Has anyone tried fuzzing random sequences of unshare(2), clone(2), setuid(2), capabilities, uid/gid map calls (etc) to see if there is a sequence that eventually gains real root or some other privilege escalation? I'm dubious that Linux is theoretically sound, what with the multiple layers of historical baggage.
It fuzzes individual syscalls. Does it string them together into sequences? (Edit: yes it does, but it doesn't look for priv escalations, only crashes, kernel panics and the like)
It can be adapted to privlege escalations, but it doesn't do it on it's own. You have to give it a stub to check after running the syscalls to check if the permissions are intact.
If Michael Kerrisk is reading this: would be great to have a small supplementary book to the great "The Linux Programming Interface" that handles namespaces, capabilities et al.
I had the absolute pleasure of attending a week of all-day sessions with Michael Kerrisk and on 2 or 3 or those days he covered only container related primitives. His materials were great and he was an excellent teacher.
This is great news, because I can't switch over to OpenBSD (docker, bluetooth, etc) or more folkloric distributions like VoidOS and Qubes. Going to make a bunch of Anki cards today to remember these namespaces and how to use them!
Could you provide a little more detail? I’ve recently disabled user namespacing on an app I’ve deployed because I couldn’t figure out how to create an encrypted volume from within the container [1]. I think I understand the security implications and I’m comfortable with them, but I’d be really interested to know how user namespacing has saved people from real vulnerabilities in the real world.

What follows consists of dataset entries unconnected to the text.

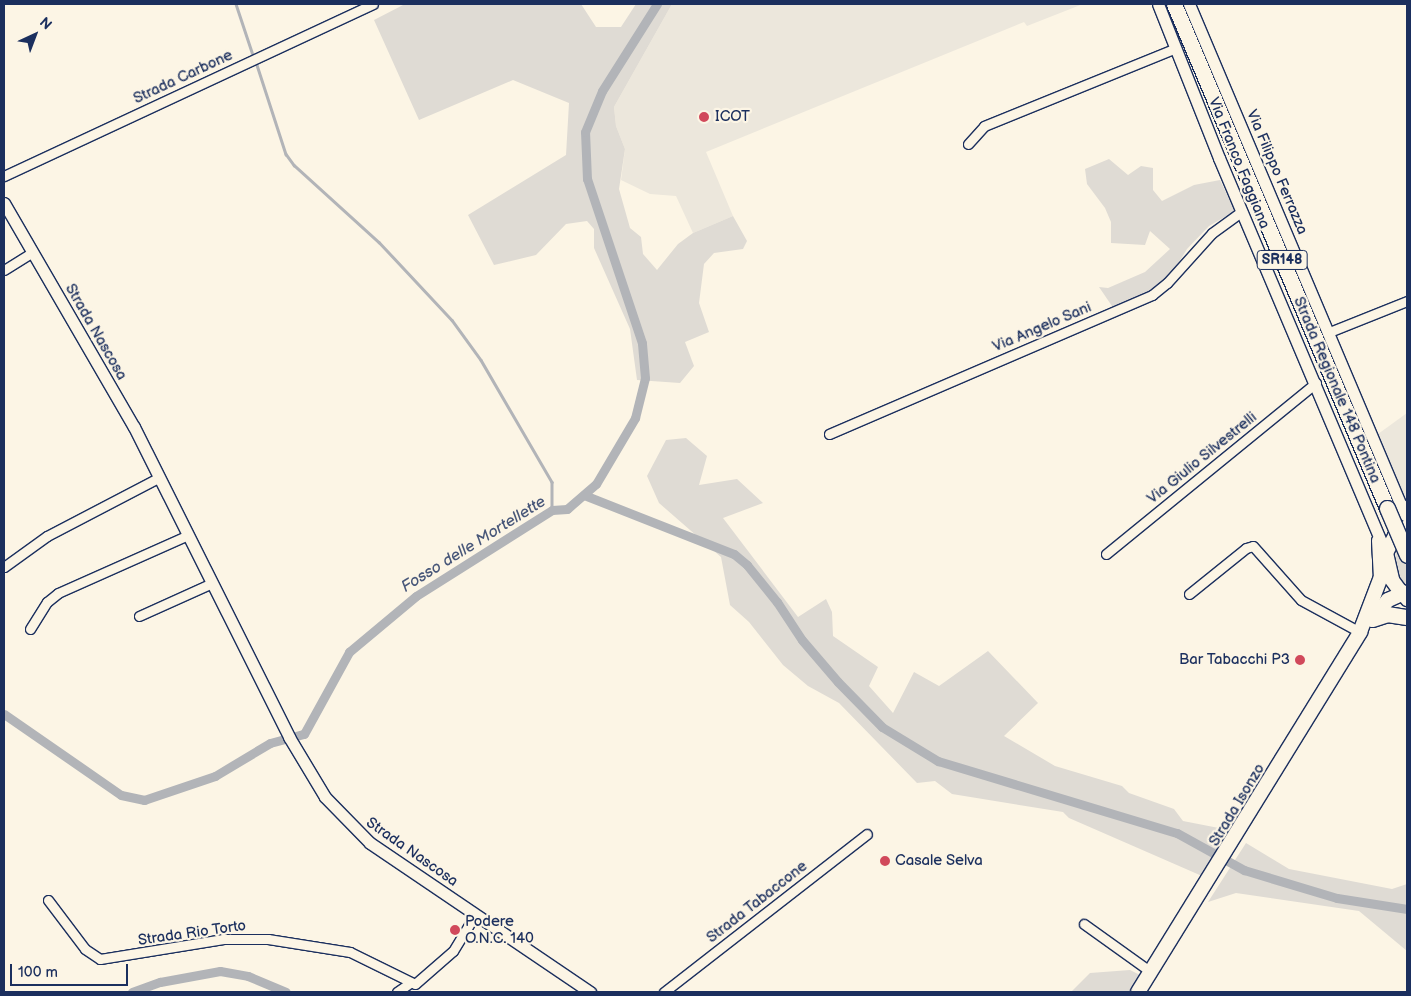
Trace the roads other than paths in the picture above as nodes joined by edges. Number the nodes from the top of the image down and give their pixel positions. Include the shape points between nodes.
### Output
1 (374, 4) edge
2 (1158, 4) edge
3 (1174, 4) edge
4 (1188, 4) edge
5 (1176, 48) junction
6 (968, 144) dead end
7 (4, 176) edge
8 (4, 203) edge
9 (1242, 211) junction
10 (33, 252) junction
11 (4, 270) edge
12 (1407, 301) edge
13 (1327, 333) junction
14 (1316, 383) junction
15 (829, 434) dead end
16 (160, 477) junction
17 (1406, 513) edge
18 (1374, 524) junction
19 (1407, 527) edge
20 (188, 535) junction
21 (1106, 554) dead end
22 (1407, 556) edge
23 (1386, 557) junction
24 (4, 567) edge
25 (212, 582) junction
26 (1380, 584) junction
27 (1189, 594) dead end
28 (1406, 595) edge
29 (139, 616) dead end
30 (1407, 617) edge
31 (1372, 619) junction
32 (30, 630) dead end
33 (1360, 632) junction
34 (867, 834) dead end
35 (48, 900) dead end
36 (475, 914) junction
37 (1084, 924) dead end
38 (1151, 972) junction
39 (410, 983) junction
40 (397, 992) edge
41 (590, 992) edge
42 (664, 992) edge
43 (1138, 992) edge

1 - 7 street, Strada Carbone
2 - 5 street, Via Franco Faggiana
3 - 22 main road, Strada Regionale 148 Pontina / SR148, bridge
4 - 13 street, Via Filippo Ferrazza
5 - 6 street via 984,126
5 - 9 street, Via Franco Faggiana
8 - 10 street, Strada Nascosa
9 - 14 street, Via Franco Faggiana
9 - 15 street, Via Angelo Sani via 1212,232 1168,283 1152,295
10 - 11 street
10 - 16 street, Strada Nascosa
12 - 13 street
13 - 17 street, Via Filippo Ferrazza
14 - 18 street, Via Franco Faggiana
14 - 21 street, Via Giulio Silvestrelli
16 - 20 street, Strada Nascosa
16 - 24 street via 47,536
18 - 23 street, Via Franco Faggiana
18 - 26 street
19 - 23 main road via 1395,536
20 - 25 street, Strada Nascosa
20 - 32 street via 58,593 47,602
23 - 26 main road
23 - 28 main road via 1392,580
25 - 29 street
25 - 36 street, Strada Nascosa via 285,728 321,791 353,829
26 - 33 main road
27 - 33 street via 1246,548 1253,546 1298,597
28 - 31 main road via 1388,600
30 - 31 main road via 1391,614
31 - 33 main road
33 - 38 main road, Strada Isonzo
34 - 42 street, Strada Tabaccone
35 - 39 street, Strada Rio Torto via 85,949 100,959 223,940 268,939 350,952
36 - 39 street via 453,951 419,983
36 - 41 street, Strada Nascosa
37 - 38 street
38 - 43 main road, Strada Isonzo
39 - 40 street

How do you use them? Are we talking about developer desktop PC's here? Or user namespaces as part of a containerization setup?
The main use of user namespaces seems to be running stuff that wants to be root as non-root. It would seem better to simply fix all those tools to not check if they are root, and instead just try to do the thing they were trying to do.
This is included in kernel 3.8 released in 2013, and the linked PDF says that's when CLONE_NEWUSER itself was released - i.e., ever since user namespaces have existed, they've been allowed to unprivileged users.
Some downstream distributors, including Debian, started carrying a patch that added a restriction back in via the kernel.unprivileged_userns_clone sysctl. This is because allowing unprivileged user namespaces exposes a lot of attack surface to users. There's nothing fundamentally unsafe about it, but there are many kernel components for which bugs are only exploitable by unprivileged users if the feature is on. See https://lwn.net/Articles/673597/ for more discussion. (I thought a version of that patch eventually got accepted upstream, but I can't find it.)
The only reference to kernel 4.6 in the document is CLONE_NEWCGROUP, which is entirely unrelated to unprivileged user namespaces.